Nuclear power. After then-Chancellor Angela Merkel’s panicky shutdown of Germany’s nuclear power production facilities—all of them—in the aftermath of Japan’s Fukushima nuclear power facility accident (in which there were all of 16 injuries, from hydrogen explosions, and 2 more from radiation exposure related to the accident itself, and a single subsequent fatality due to radiation-induced cancer), the German government remains steadfastly opposed to a source of energy that is utterly free of pollution, doesn’t release evil CO2 into the atmosphere, and that is intrinsically safe: modern nuclear reactors.

To the extent Germany has an energy crisis, it’s one of Germany’s own making as that nation volksmarched determinedly down two paths: its conscious decision to subordinate itself to Russian energy delivery and so to Russian energy extortion, and its equally conscious decision to eschew an utterly reliable energy source that doesn’t depend on the vagaries of wind or of sun, the latter especially in cloudy Germany.

Unsingen, in west central Germany, illustrates that latter.

The Fed and Equity

And, no, I’m not writing about house ownership type equity. This concerns the Fed’s potentially increasing role in “social equity.”

The Wall Street Journal Editorial Board expressed concern about Progressive-Democrats trying to legislate into the Federal Reserve’s mandates the matter of “racial equity.” They’re correct as far as they went, but they based their concern on the Fed’s existing workload and on the question of how to assess “racial equity” in the Fed’s pronouncements and enforce the concept in its controls.

The Editors, though, missed the most important distinction and problem.

Whether or not “racial equity” is a matter to be taken seriously, it’s a political matter only, and so belongs only to the political branches of our Federal government—Congress and the White House.

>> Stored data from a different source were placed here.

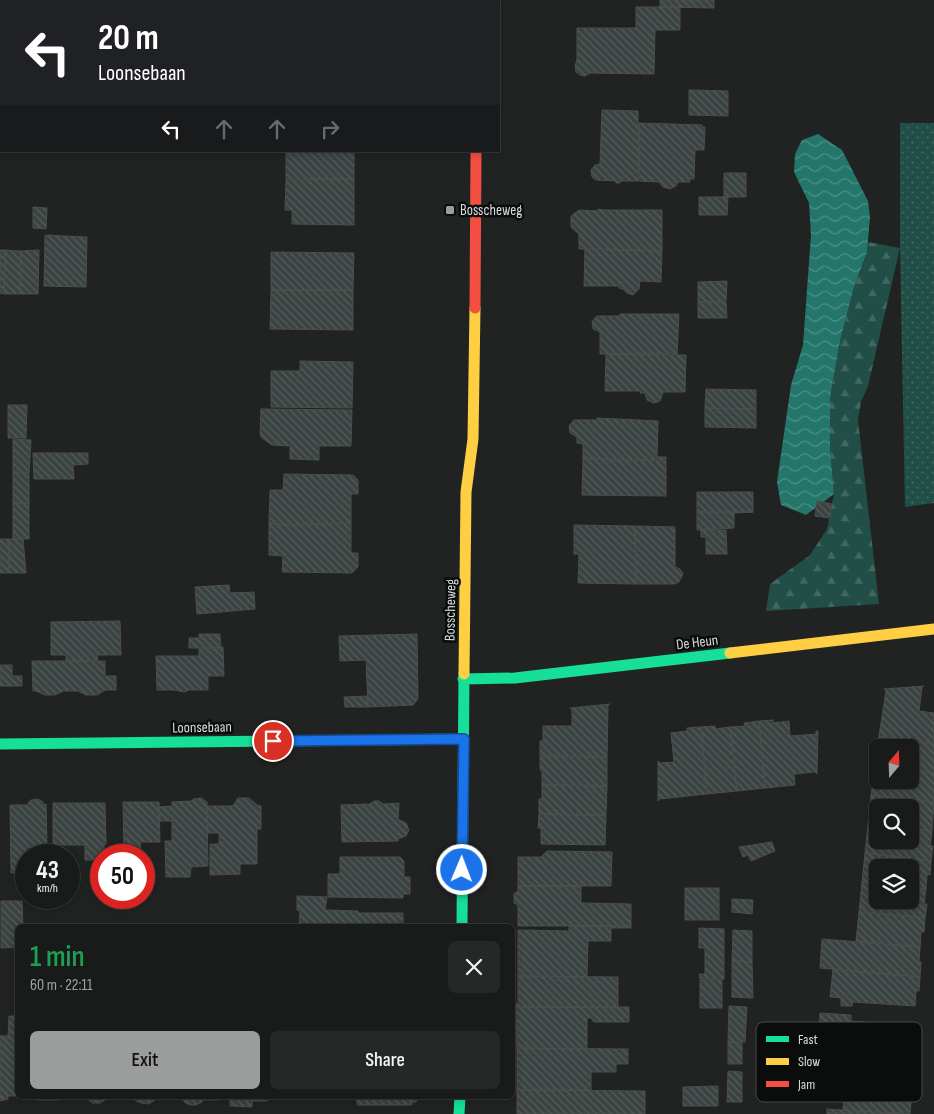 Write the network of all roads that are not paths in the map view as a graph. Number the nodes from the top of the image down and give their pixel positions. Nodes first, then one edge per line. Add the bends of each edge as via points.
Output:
1 (476, 152) edge
2 (934, 629) edge
3 (463, 679) junction
4 (464, 739) junction
5 (0, 744) edge
6 (462, 924) edge
7 (460, 1099) edge
8 (459, 1114) edge

1 - 3 street, Bosscheweg via 475,382 473,438 466,492
2 - 3 street, De Heun via 515,678
3 - 4 street, Bosscheweg
4 - 5 street, Loonsebaan
4 - 6 street, Bosscheweg
7 - 8 street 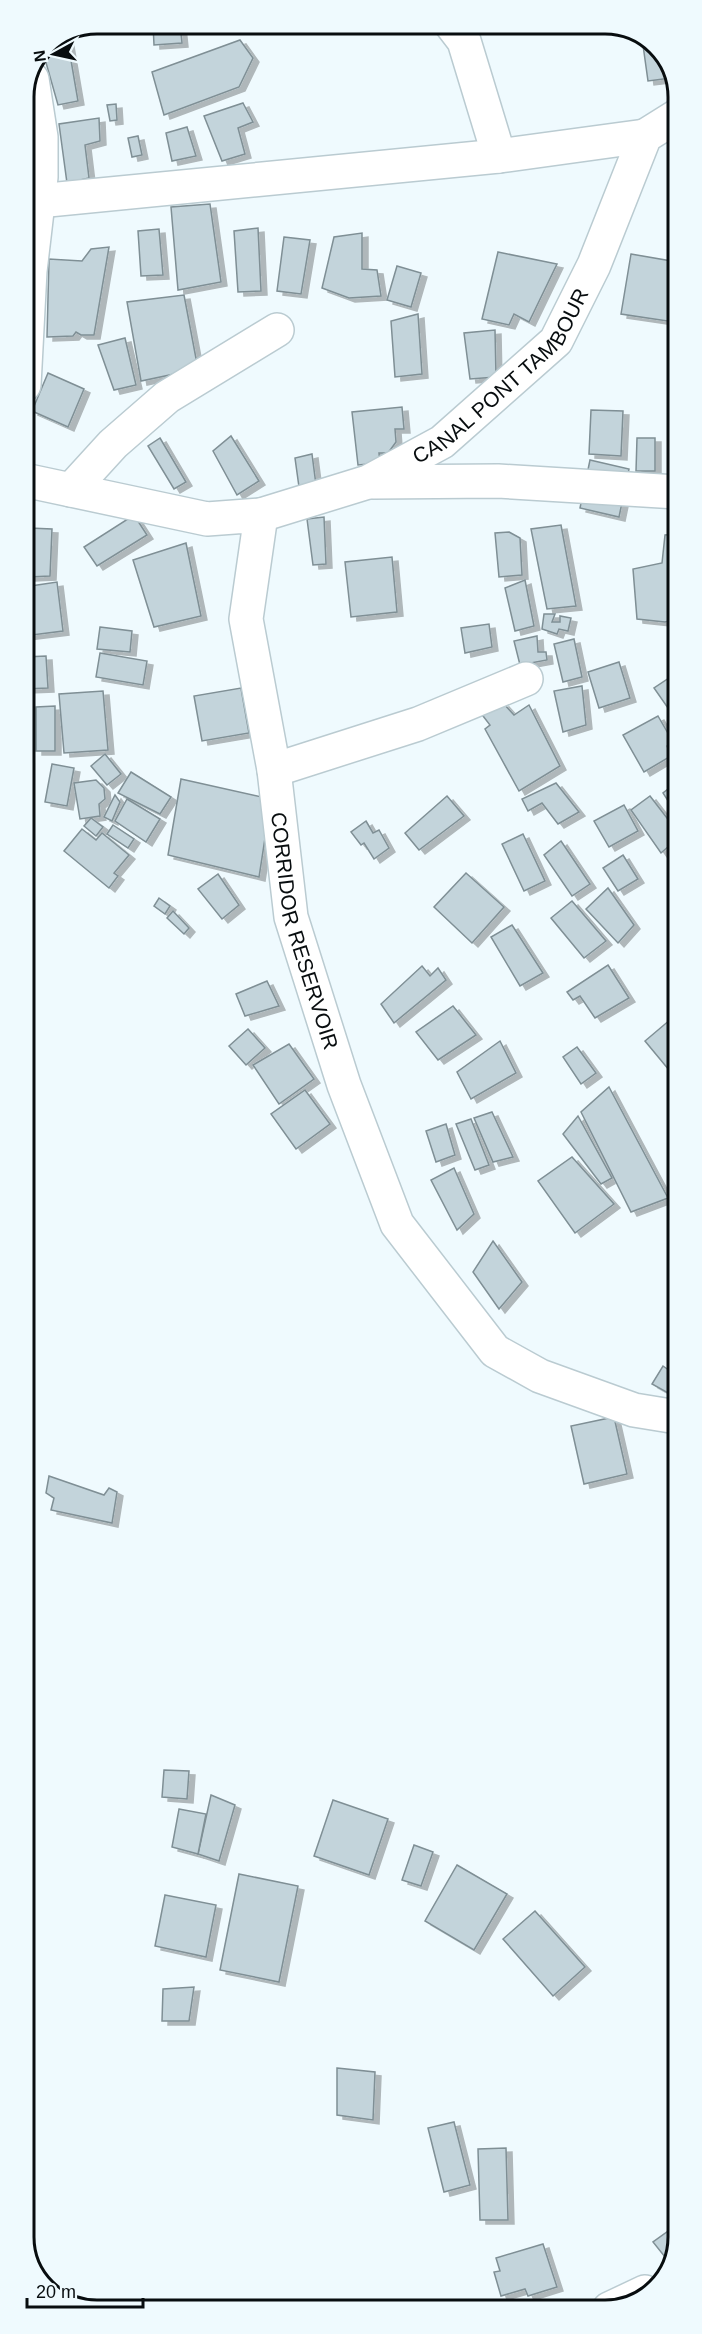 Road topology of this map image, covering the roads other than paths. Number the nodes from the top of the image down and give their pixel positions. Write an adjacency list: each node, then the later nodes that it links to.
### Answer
1 (459, 35): 5 (street)
2 (34, 95): 6 (street)
3 (668, 121): 4 (street)
4 (645, 136): 5 (street); 10 (street, CANAL PONT TAMBOUR)
5 (499, 156): 6 (street)
6 (38, 201): 7 (street)
7 (34, 236)
8 (277, 330): 11 (street)
9 (34, 482): 11 (street)
10 (368, 482): 12 (street); 13 (street, CANAL PONT TAMBOUR)
11 (72, 490): 13 (street)
12 (668, 491)
13 (261, 515): 15 (street, CORRIDOR RESERVOIR)
14 (526, 679): 15 (street)
15 (274, 770): 16 (street, CORRIDOR RESERVOIR)
16 (668, 1416) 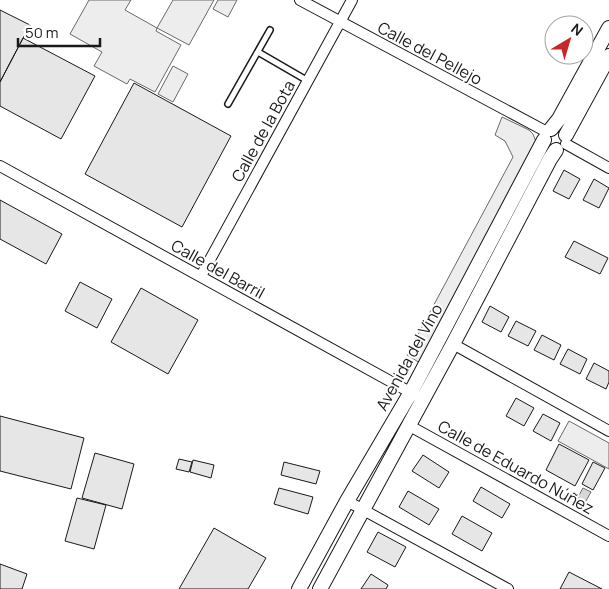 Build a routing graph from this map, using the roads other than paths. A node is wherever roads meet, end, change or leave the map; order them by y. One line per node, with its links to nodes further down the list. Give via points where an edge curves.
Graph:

The matter has no place in any Central Bank, including ours. The Federal Reserve’s function, in particular, is to protect our currency by protecting our economy—by working, under its existing statutory instructions, to maintain stable pricing, maximum employment, and moderate long-term interest rates (which means working to maintain stable pricing, since employment and interest rates fall out of that).

The Fed has no business or place in the political environment.